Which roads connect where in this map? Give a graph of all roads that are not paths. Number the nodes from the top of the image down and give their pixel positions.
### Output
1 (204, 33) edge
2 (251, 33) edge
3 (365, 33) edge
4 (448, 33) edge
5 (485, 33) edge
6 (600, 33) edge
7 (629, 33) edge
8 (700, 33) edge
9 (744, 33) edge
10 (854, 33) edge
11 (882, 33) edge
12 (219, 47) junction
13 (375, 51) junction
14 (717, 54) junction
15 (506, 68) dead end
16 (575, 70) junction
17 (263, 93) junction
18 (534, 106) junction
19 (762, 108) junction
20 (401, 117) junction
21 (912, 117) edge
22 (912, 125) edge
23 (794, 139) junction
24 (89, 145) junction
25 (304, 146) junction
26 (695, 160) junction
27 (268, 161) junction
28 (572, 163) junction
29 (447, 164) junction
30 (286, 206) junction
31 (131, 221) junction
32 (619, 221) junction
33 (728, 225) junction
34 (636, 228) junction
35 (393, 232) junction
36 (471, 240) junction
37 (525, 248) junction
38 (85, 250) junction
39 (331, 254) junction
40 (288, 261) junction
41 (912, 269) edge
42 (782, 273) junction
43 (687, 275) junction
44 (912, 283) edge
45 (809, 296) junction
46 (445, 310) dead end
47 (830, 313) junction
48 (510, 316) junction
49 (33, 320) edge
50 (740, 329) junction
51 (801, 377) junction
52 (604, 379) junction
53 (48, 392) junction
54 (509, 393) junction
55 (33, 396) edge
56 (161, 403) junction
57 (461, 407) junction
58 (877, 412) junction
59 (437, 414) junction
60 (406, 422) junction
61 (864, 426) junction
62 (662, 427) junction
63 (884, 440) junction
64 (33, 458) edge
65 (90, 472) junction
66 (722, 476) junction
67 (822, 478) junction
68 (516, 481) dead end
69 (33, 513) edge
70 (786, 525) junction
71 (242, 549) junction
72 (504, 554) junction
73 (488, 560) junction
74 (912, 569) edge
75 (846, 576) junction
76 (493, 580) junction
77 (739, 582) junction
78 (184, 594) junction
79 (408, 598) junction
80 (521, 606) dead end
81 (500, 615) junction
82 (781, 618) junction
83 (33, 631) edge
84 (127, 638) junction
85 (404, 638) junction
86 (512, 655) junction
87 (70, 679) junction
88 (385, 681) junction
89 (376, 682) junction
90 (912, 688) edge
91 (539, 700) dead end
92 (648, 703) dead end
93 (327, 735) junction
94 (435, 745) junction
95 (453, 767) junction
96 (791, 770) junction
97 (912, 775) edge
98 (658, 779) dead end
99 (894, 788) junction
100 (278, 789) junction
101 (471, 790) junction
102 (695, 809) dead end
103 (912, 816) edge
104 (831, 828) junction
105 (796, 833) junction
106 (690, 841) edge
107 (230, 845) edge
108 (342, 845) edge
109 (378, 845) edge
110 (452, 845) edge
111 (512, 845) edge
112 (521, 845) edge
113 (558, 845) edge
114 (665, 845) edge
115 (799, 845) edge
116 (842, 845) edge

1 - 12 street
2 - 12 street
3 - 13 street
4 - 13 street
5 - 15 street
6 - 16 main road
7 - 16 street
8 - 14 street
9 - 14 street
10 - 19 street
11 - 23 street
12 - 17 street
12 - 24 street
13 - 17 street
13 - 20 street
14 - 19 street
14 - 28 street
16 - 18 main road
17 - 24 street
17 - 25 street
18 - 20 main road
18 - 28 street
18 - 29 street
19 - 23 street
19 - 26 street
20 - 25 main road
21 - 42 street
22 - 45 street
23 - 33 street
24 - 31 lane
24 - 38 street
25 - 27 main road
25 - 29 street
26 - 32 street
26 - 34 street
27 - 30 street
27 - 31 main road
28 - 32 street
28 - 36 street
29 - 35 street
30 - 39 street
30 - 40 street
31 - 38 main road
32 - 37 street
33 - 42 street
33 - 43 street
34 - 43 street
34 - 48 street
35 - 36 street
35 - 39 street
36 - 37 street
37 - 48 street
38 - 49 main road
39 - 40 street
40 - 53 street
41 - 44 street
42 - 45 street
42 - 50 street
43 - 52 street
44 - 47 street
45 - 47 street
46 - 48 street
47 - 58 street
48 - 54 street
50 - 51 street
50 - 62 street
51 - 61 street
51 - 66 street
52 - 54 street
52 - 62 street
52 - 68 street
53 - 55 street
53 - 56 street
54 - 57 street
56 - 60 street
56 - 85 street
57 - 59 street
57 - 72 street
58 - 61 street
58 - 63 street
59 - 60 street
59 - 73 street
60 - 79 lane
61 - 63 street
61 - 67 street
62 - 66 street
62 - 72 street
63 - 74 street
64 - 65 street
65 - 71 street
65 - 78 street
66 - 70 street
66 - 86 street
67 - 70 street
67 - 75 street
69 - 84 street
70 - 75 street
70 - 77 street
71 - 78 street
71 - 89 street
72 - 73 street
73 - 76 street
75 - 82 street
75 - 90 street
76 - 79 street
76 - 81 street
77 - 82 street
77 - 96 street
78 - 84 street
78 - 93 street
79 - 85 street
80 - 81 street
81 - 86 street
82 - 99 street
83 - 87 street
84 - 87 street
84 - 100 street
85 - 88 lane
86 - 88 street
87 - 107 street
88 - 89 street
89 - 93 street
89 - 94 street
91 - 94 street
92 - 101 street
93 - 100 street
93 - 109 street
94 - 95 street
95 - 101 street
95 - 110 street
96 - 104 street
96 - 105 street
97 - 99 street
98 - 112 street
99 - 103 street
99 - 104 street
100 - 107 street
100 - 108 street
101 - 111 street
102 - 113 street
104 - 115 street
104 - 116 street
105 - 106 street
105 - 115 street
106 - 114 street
◇ ◇ ◇ ◇ ◇ ◇ ◇
▶ Assignment
Search the listing for the word "main", and copy every line in which it is found.

▶ Task response
6 - 16 main road
16 - 18 main road
18 - 20 main road
20 - 25 main road
25 - 27 main road
27 - 31 main road
31 - 38 main road
38 - 49 main road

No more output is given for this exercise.